WASHINGTON (Reuters) - A top U.S. general said on Tuesday that American efforts aimed at preventing Iran from obtaining a nuclear weapon were not working, even as he voiced support for crippling sanctions and diplomatic efforts aimed at isolating the Islamic state.
“I still support the direction we’re taking. I‘m just paid to take a rather dim view of the Iranians, frankly,” General James Mattis, the head of the U.S. military’s Central Command, told a Senate hearing.
Mattis also painted a daunting portrayal of events on the ground in Syria, where he said the situation was too complex at this point for him to support arming rebels battling Syrian President Bashar al-Assad’s regime.
“We don’t want to inadvertently, with the best of intentions, arm people who are basically sworn enemies,” he said before the Senate Armed Services Committee.
More than 70,000 Syrians have been killed in a fierce conflict that began with peaceful anti-Assad protests nearly two years ago. Some 860,000 have fled abroad and several million are displaced within the country or need humanitarian assistance.
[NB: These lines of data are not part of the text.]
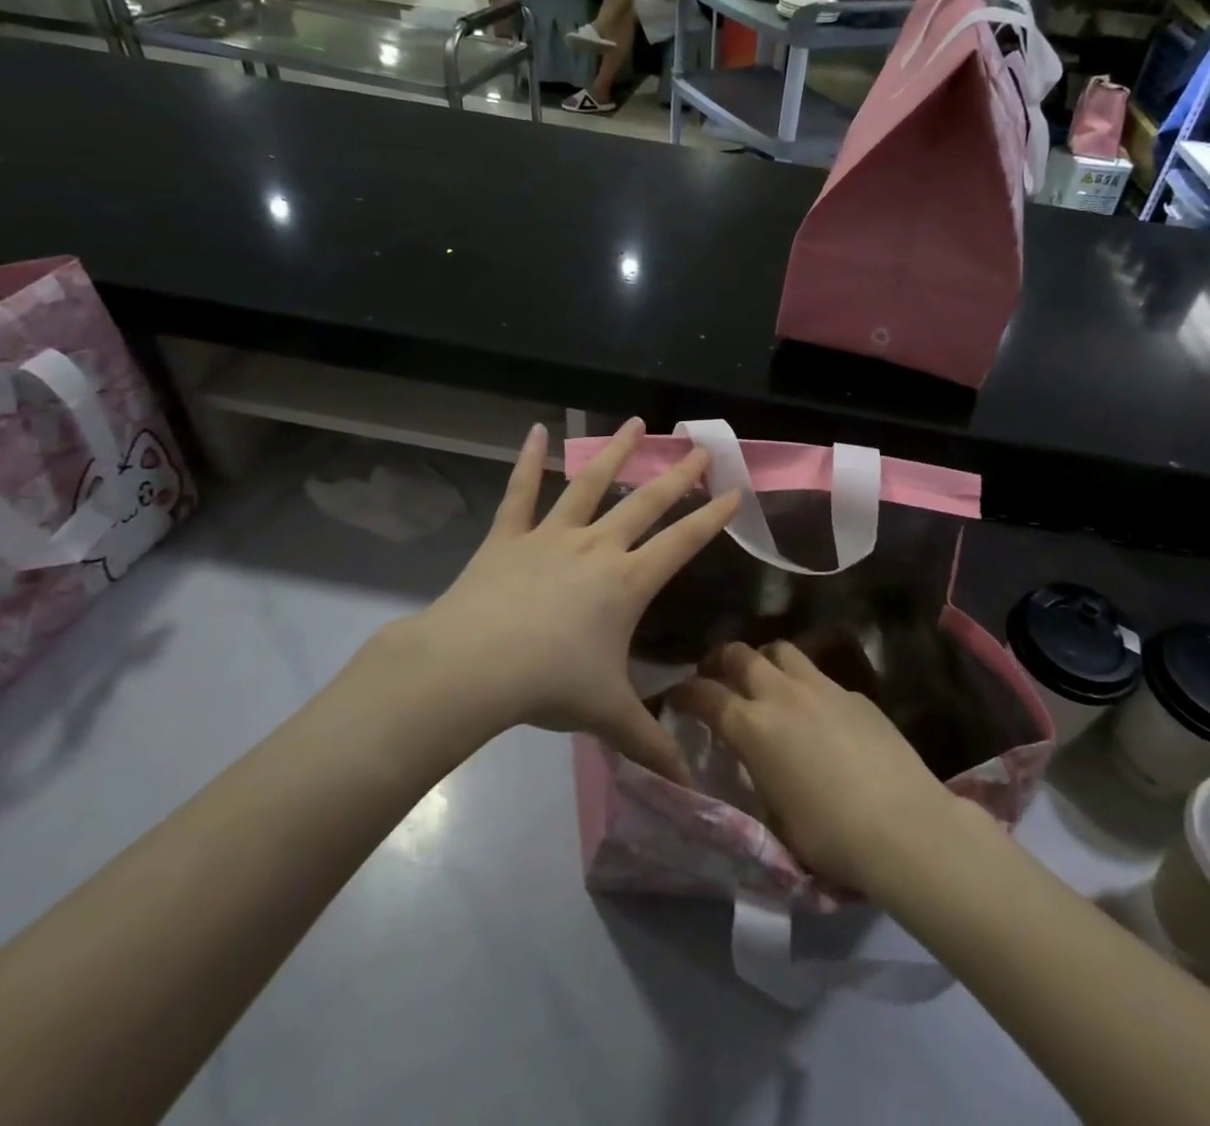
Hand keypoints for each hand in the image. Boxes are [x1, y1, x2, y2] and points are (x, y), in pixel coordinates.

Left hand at [367, 419, 738, 783]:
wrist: (473, 667)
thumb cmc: (548, 685)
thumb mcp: (606, 715)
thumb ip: (650, 744)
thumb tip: (691, 787)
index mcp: (627, 582)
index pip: (682, 543)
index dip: (712, 518)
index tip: (736, 492)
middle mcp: (597, 548)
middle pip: (646, 503)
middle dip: (678, 476)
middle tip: (701, 448)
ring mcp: (551, 536)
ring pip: (590, 484)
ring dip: (616, 452)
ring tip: (637, 423)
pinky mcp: (509, 536)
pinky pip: (520, 491)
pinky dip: (527, 460)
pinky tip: (534, 430)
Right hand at [674, 642, 960, 895]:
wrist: (903, 825)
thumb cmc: (829, 836)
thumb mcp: (774, 817)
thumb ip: (755, 777)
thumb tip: (753, 762)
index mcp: (753, 727)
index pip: (704, 694)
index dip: (685, 692)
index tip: (677, 697)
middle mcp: (782, 694)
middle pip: (740, 654)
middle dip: (721, 661)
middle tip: (717, 677)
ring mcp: (822, 687)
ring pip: (781, 650)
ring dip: (765, 661)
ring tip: (765, 682)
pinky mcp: (855, 693)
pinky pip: (818, 675)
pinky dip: (805, 684)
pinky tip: (817, 711)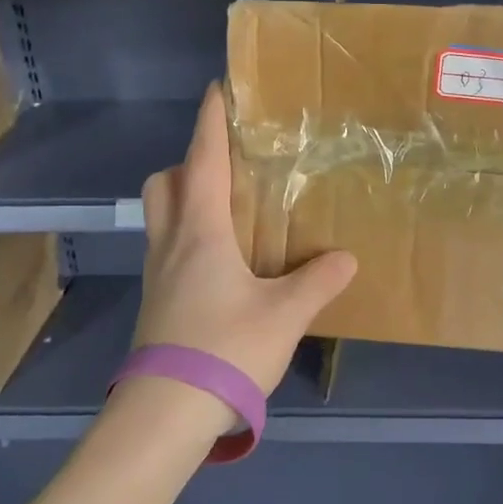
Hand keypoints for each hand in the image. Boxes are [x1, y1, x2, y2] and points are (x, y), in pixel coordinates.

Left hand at [133, 83, 357, 396]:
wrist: (165, 414)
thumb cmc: (225, 349)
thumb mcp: (285, 315)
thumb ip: (317, 282)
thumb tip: (345, 259)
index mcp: (200, 232)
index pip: (202, 160)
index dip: (210, 122)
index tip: (216, 89)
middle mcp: (171, 244)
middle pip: (164, 183)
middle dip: (188, 161)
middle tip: (226, 164)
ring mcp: (157, 274)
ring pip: (160, 216)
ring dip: (185, 197)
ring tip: (228, 208)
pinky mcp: (156, 302)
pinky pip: (167, 247)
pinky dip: (188, 234)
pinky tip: (222, 260)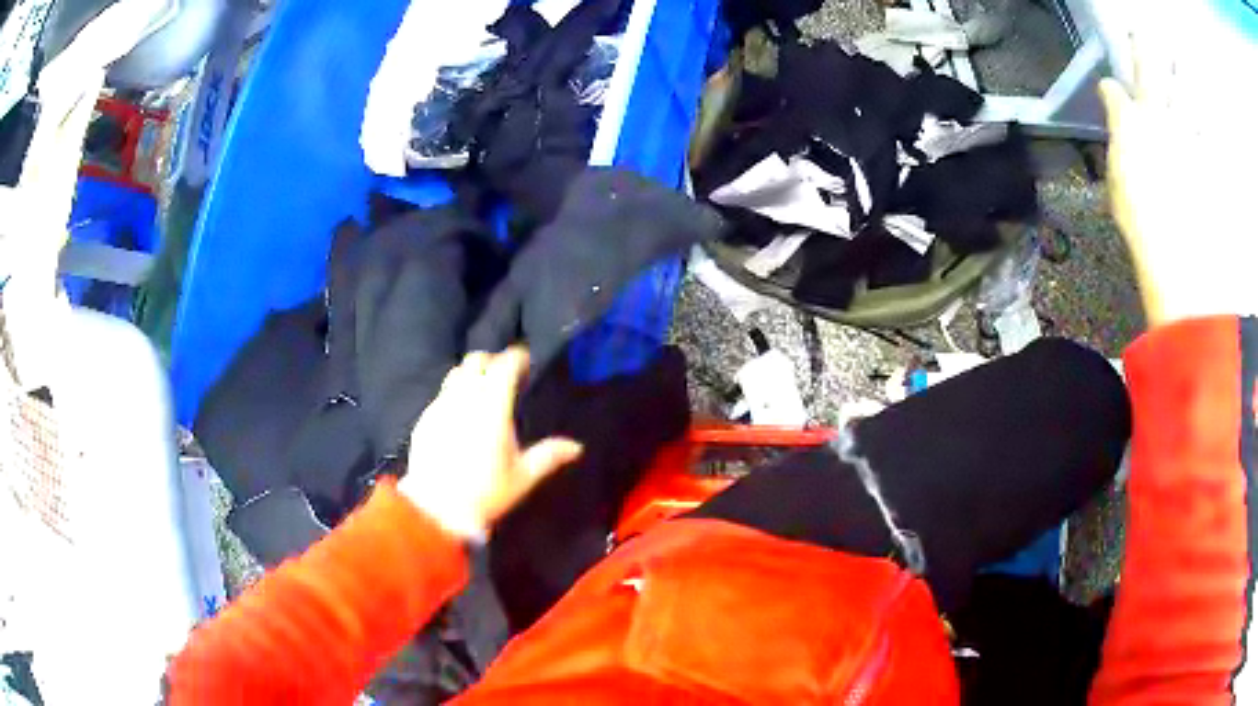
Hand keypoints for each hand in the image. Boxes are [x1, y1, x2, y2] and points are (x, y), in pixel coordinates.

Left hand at [398, 348, 582, 539]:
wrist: (437, 508)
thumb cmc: (486, 492)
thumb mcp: (522, 476)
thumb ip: (549, 456)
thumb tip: (576, 447)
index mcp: (493, 406)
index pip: (504, 365)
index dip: (517, 358)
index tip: (526, 362)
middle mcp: (465, 398)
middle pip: (476, 360)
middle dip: (492, 361)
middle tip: (504, 376)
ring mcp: (441, 406)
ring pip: (456, 374)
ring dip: (471, 374)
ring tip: (481, 392)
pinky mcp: (425, 418)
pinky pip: (442, 395)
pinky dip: (454, 395)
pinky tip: (460, 416)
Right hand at [1099, 18, 1255, 323]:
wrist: (1180, 257)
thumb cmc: (1142, 226)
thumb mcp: (1117, 190)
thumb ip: (1119, 156)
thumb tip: (1120, 143)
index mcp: (1129, 122)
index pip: (1112, 91)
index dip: (1109, 89)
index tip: (1108, 89)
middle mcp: (1156, 115)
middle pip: (1146, 69)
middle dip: (1141, 48)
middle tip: (1139, 31)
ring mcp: (1184, 134)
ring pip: (1183, 91)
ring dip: (1181, 74)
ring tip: (1180, 59)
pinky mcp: (1206, 160)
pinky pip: (1209, 136)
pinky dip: (1209, 127)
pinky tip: (1209, 120)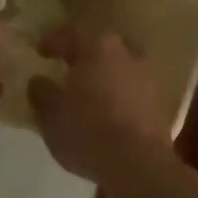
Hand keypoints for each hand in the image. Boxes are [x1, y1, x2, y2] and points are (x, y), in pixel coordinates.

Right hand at [26, 25, 176, 188]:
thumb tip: (39, 81)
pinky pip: (130, 91)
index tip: (40, 52)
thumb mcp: (50, 114)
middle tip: (65, 71)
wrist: (138, 163)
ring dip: (102, 78)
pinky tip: (105, 114)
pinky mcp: (158, 103)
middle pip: (99, 48)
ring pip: (118, 69)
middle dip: (82, 58)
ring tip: (85, 96)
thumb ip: (41, 92)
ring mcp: (147, 78)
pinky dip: (116, 97)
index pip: (71, 33)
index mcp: (97, 47)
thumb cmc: (87, 130)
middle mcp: (126, 54)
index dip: (52, 41)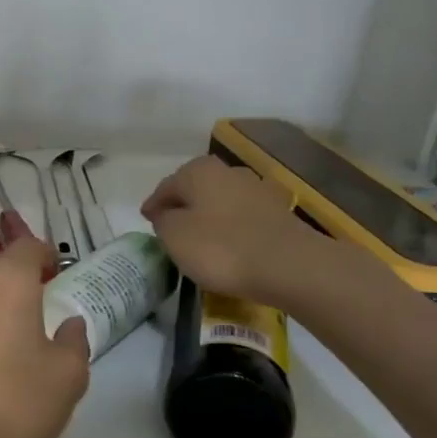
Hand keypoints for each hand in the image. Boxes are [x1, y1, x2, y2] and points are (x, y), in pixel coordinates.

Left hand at [0, 237, 90, 437]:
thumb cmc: (13, 404)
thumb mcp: (67, 377)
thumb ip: (74, 341)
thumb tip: (69, 324)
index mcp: (7, 281)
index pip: (28, 246)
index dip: (45, 255)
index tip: (56, 274)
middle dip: (17, 281)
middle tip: (36, 309)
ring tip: (7, 339)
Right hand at [140, 156, 330, 307]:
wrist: (290, 266)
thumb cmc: (220, 247)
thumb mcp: (174, 236)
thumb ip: (163, 221)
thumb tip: (167, 215)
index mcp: (199, 171)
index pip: (166, 186)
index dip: (154, 204)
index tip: (146, 220)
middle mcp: (229, 171)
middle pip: (196, 189)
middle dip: (183, 205)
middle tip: (171, 228)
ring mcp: (259, 190)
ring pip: (222, 201)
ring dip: (209, 216)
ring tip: (200, 239)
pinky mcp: (280, 213)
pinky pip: (244, 218)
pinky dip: (233, 228)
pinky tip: (229, 245)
Iran supports Assad and Mattis predicted that a fall of the Assad regime would represent a major setback for Tehran, prompting an Iranian backlash that would see it arming militias in Syria to “try to create a Lebanese-Hezbollah-type effect.”
“The collapse of the Assad regime, sir, would be biggest strategic setback for Iran in 25 years,” Mattis said in response to a question from Senator Jack Reed of Rhode Island.
Asked by Reed whether the United States would plan for that scenario explicitly, Mattis responded: “And we are, Senator.”
Mattis said “quiet planning” was also underway with regional allies for potential stability operations if needed after the Syrian regime’s collapse, and pointed to regional organizations like the Arab League and the Gulf Cooperation Council (GCC) as groups “that may be able to take this on.”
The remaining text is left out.